▸ **INSTRUCTIONS FOR THE TASK**:
Transcribe the records below in full; pictures stay out of the copy.

▸ **SOURCE MATERIAL**:
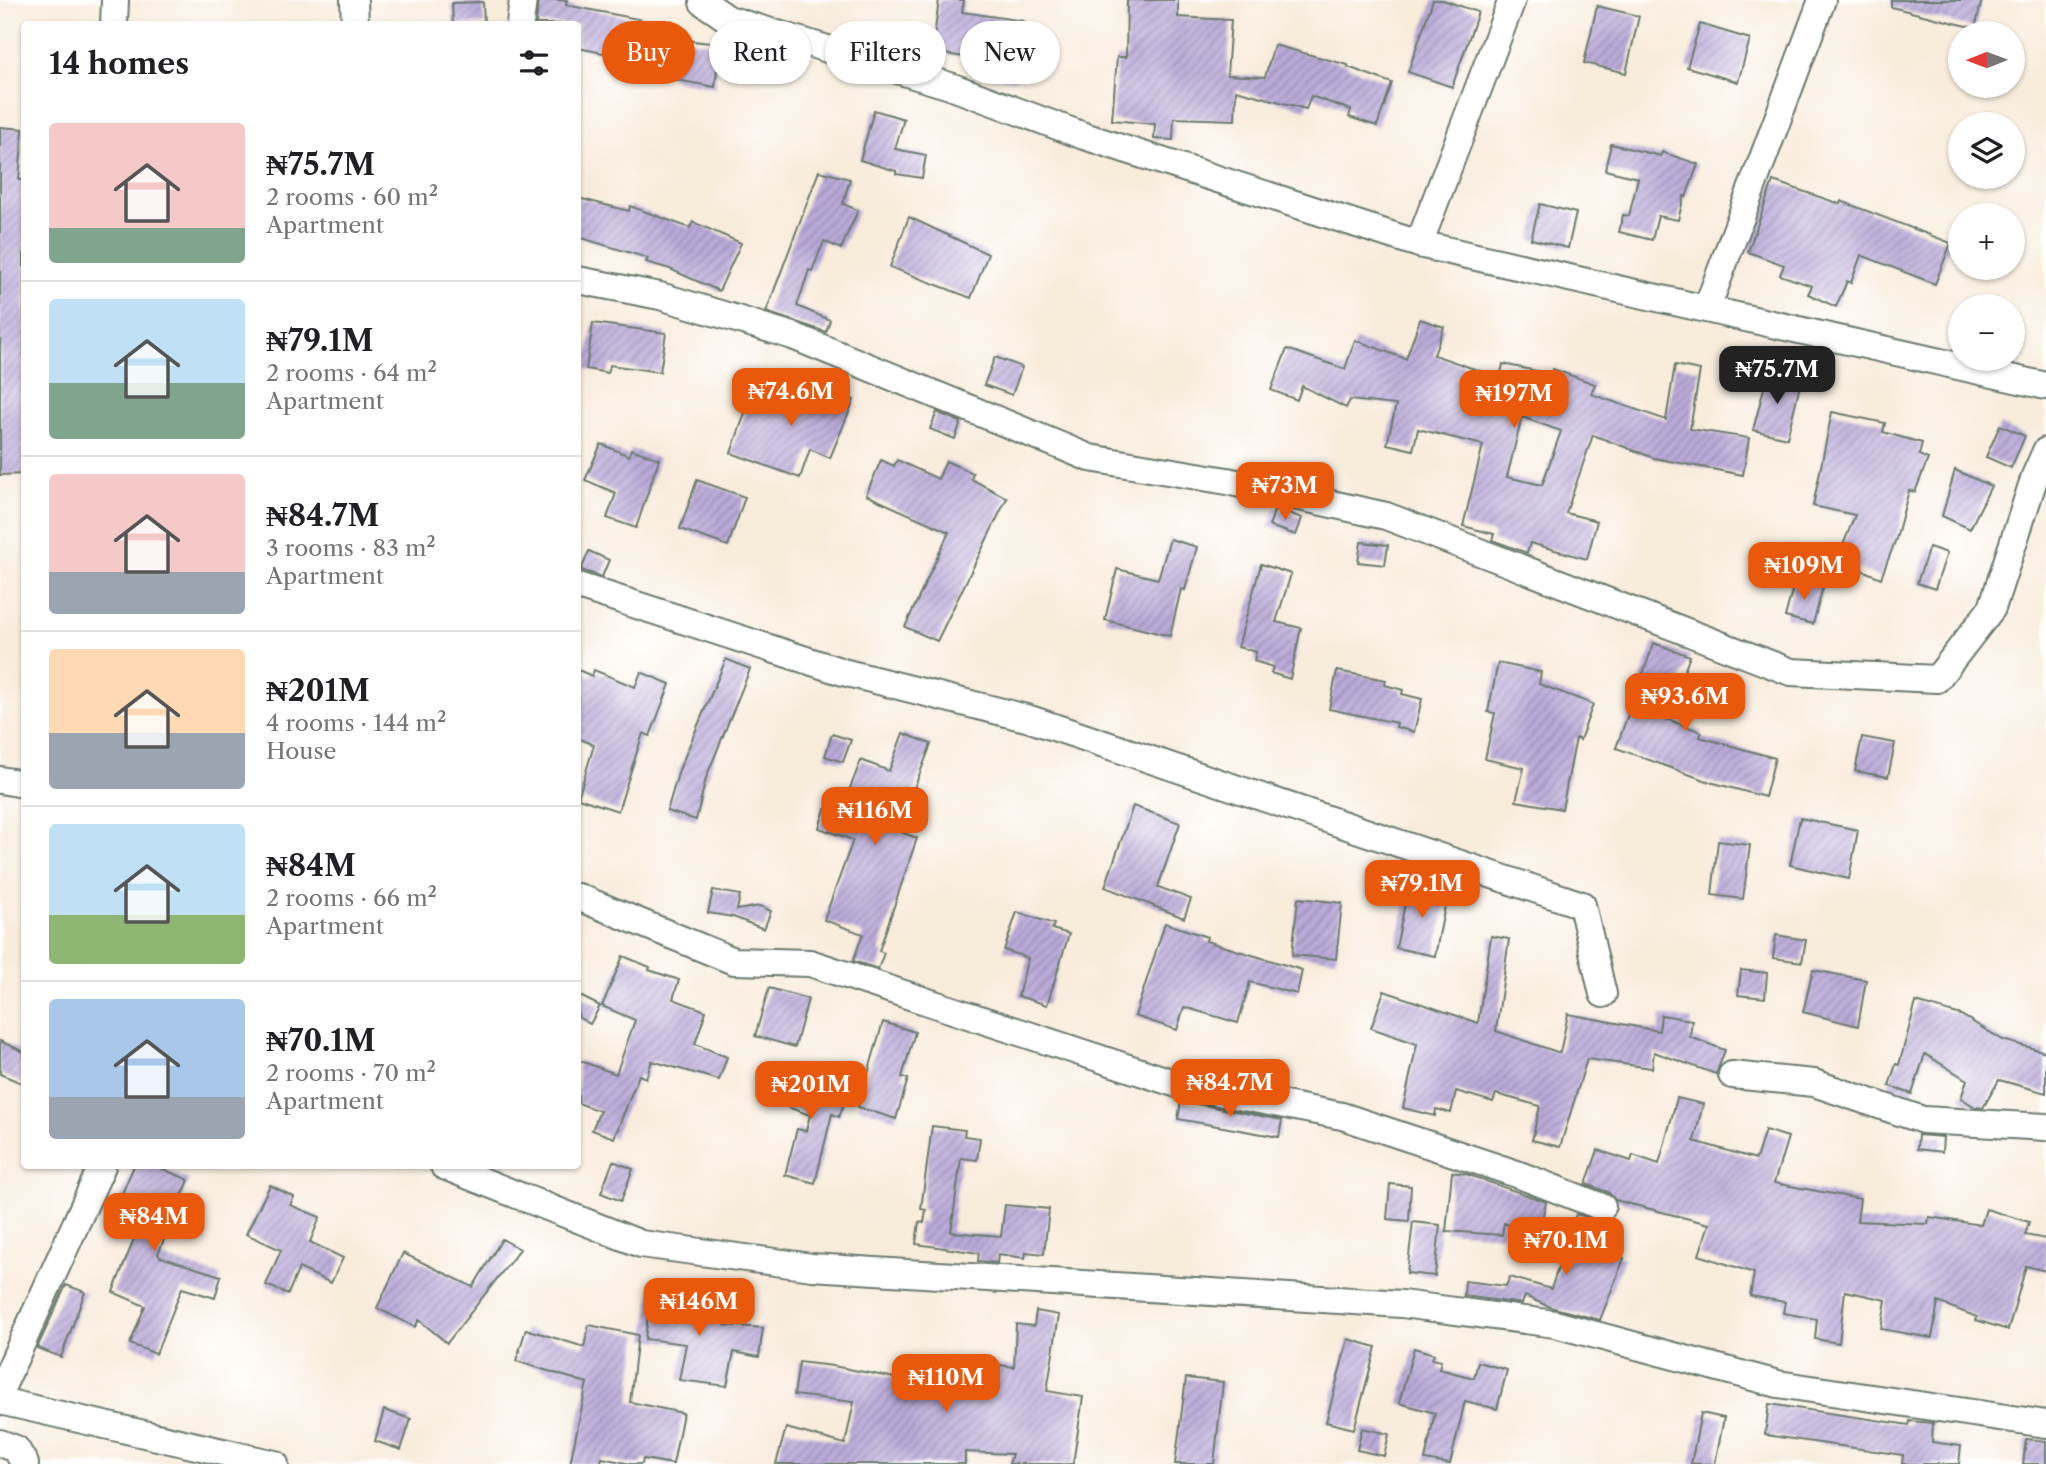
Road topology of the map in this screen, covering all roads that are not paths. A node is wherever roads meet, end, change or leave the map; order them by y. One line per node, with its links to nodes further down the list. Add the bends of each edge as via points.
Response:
1 (115, 0): 7 (street)
2 (354, 0): 8 (street)
3 (523, 0): 9 (street)
4 (1512, 0): 10 (street)
5 (1822, 0): 12 (street)
6 (701, 1): 10 (street, via 728,19 950,86 1084,135)
7 (114, 21)
8 (355, 21)
9 (520, 21)
10 (1419, 244): 12 (street)
11 (581, 281): 14 (street, via 660,296 793,336 1090,458 1227,481 1386,516 1791,672 1937,679 1992,608)
12 (1707, 308): 13 (street)
13 (2046, 386)
14 (2046, 451)
15 (581, 587): 19 (street, via 843,672 1030,719 1582,905)
16 (0, 780): 17 (street)
17 (21, 784)
18 (581, 898): 24 (street, via 734,961 810,963 1177,1084 1342,1116)
19 (1603, 994)
20 (1732, 1075): 21 (street, via 1814,1083 1923,1120)
21 (2046, 1127)
22 (101, 1169): 25 (street)
23 (452, 1169): 27 (street, via 641,1244 812,1267 1193,1289 1430,1308 1555,1324 1778,1384)
24 (1602, 1207)
25 (0, 1391)
26 (0, 1401): 30 (street)
27 (2046, 1424)
28 (0, 1443): 29 (street, via 16,1449)
29 (25, 1464)
30 (275, 1464)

▸ **TASK RESULT**:
Road topology of the map in this screen, covering all roads that are not paths. A node is wherever roads meet, end, change or leave the map; order them by y. One line per node, with its links to nodes further down the list. Add the bends of each edge as via points.
Response:
1 (115, 0): 7 (street)
2 (354, 0): 8 (street)
3 (523, 0): 9 (street)
4 (1512, 0): 10 (street)
5 (1822, 0): 12 (street)
6 (701, 1): 10 (street, via 728,19 950,86 1084,135)
7 (114, 21)
8 (355, 21)
9 (520, 21)
10 (1419, 244): 12 (street)
11 (581, 281): 14 (street, via 660,296 793,336 1090,458 1227,481 1386,516 1791,672 1937,679 1992,608)
12 (1707, 308): 13 (street)
13 (2046, 386)
14 (2046, 451)
15 (581, 587): 19 (street, via 843,672 1030,719 1582,905)
16 (0, 780): 17 (street)
17 (21, 784)
18 (581, 898): 24 (street, via 734,961 810,963 1177,1084 1342,1116)
19 (1603, 994)
20 (1732, 1075): 21 (street, via 1814,1083 1923,1120)
21 (2046, 1127)
22 (101, 1169): 25 (street)
23 (452, 1169): 27 (street, via 641,1244 812,1267 1193,1289 1430,1308 1555,1324 1778,1384)
24 (1602, 1207)
25 (0, 1391)
26 (0, 1401): 30 (street)
27 (2046, 1424)
28 (0, 1443): 29 (street, via 16,1449)
29 (25, 1464)
30 (275, 1464)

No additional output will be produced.